PokerTracker v2 will no longer be supported after March 31, 2010.

 PokerTracker 3 also offers a monthly subscription-based service called TableTracker. TableTracker is an integrated service that automatically identifies ring tables with competition suitable to the user's playing style. PokerTracker's servers constantly monitor which players are playing and what tables they are playing at on various major poker sites, which allows TableTracker to find the weakest players across multiple online poker websites. The user can search based on the software's built in scoring system or any other statistics of their choosing.

==Use and legality==

PokerTracker 3 includes a HUD overlay as seen in this PokerStars online poker session

 Serious poker pros and casual amateurs can benefit from the poker tracking software, and poker magazines such as Card Player repeatedly remind poker players of the usefulness of tracking software. Total Gambler says that in addition to experience and skill the other necessity for a gambler to become a professional poker player is a good software package such as PokerTracker.

Several websites portray PokerTracker as either the world's leading or the world's most popular poker tracking software. For example, Pokersource.com describes it as "the most popular poker tracking and analysis software available" and Party Poker describes PokerTracker as "the original and largest piece of poker tracking software". PokerSoftware.com says "Poker Tracker has been the industry standard ... for years". Total Gambler says that for more than a two-year period PokerTracker 2 was the "prominent force in online poker tracking", but at the time of its December 2008 review it speaks of this leadership position in the past tense, noting that PT3 had not yet been "fully released" at the time of its testing.
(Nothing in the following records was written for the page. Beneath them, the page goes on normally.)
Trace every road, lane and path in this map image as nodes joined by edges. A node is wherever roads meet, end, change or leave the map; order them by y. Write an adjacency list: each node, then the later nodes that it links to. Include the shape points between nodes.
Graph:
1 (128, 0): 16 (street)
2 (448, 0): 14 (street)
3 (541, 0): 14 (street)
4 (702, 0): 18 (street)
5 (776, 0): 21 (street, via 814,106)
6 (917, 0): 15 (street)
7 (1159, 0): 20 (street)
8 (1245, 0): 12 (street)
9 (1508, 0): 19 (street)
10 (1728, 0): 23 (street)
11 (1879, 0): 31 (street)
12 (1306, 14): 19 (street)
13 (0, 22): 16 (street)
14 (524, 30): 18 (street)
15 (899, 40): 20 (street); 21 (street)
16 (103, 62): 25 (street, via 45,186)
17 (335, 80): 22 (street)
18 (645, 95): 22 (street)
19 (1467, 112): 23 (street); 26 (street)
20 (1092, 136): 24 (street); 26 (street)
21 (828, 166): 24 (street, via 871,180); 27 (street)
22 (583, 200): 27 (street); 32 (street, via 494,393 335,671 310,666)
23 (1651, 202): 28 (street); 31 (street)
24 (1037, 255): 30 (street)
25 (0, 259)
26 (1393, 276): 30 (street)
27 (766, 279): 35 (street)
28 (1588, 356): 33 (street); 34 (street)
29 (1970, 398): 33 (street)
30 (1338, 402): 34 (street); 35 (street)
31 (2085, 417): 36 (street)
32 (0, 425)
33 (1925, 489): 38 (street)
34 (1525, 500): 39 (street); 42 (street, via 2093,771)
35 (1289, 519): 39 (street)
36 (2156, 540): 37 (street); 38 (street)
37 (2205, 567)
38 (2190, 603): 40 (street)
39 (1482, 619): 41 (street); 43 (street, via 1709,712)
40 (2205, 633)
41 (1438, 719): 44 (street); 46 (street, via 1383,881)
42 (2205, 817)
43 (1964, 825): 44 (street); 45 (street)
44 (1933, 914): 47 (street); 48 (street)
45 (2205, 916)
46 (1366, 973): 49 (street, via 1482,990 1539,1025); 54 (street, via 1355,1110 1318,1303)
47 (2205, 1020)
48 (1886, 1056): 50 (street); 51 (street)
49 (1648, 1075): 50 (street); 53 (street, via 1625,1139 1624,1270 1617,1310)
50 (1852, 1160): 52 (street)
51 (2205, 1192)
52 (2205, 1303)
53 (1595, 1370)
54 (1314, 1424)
Major online card rooms forbid the use of software that gives a player an "unfair advantage." This typically includes software that allows players to share their hole cards with other players during live play and software that automates decision making. Since PokerTracker software doesn't fit into either of these categories it is generally allowed on most sites, including industry leader PokerStars.com. Legality aside, some players feel the use of PokerTracker takes away from the game; for example, Victoria Coren of The Guardian remarks "there is only one downside [to using PokerTracker]. Where's the bloody fun in it?"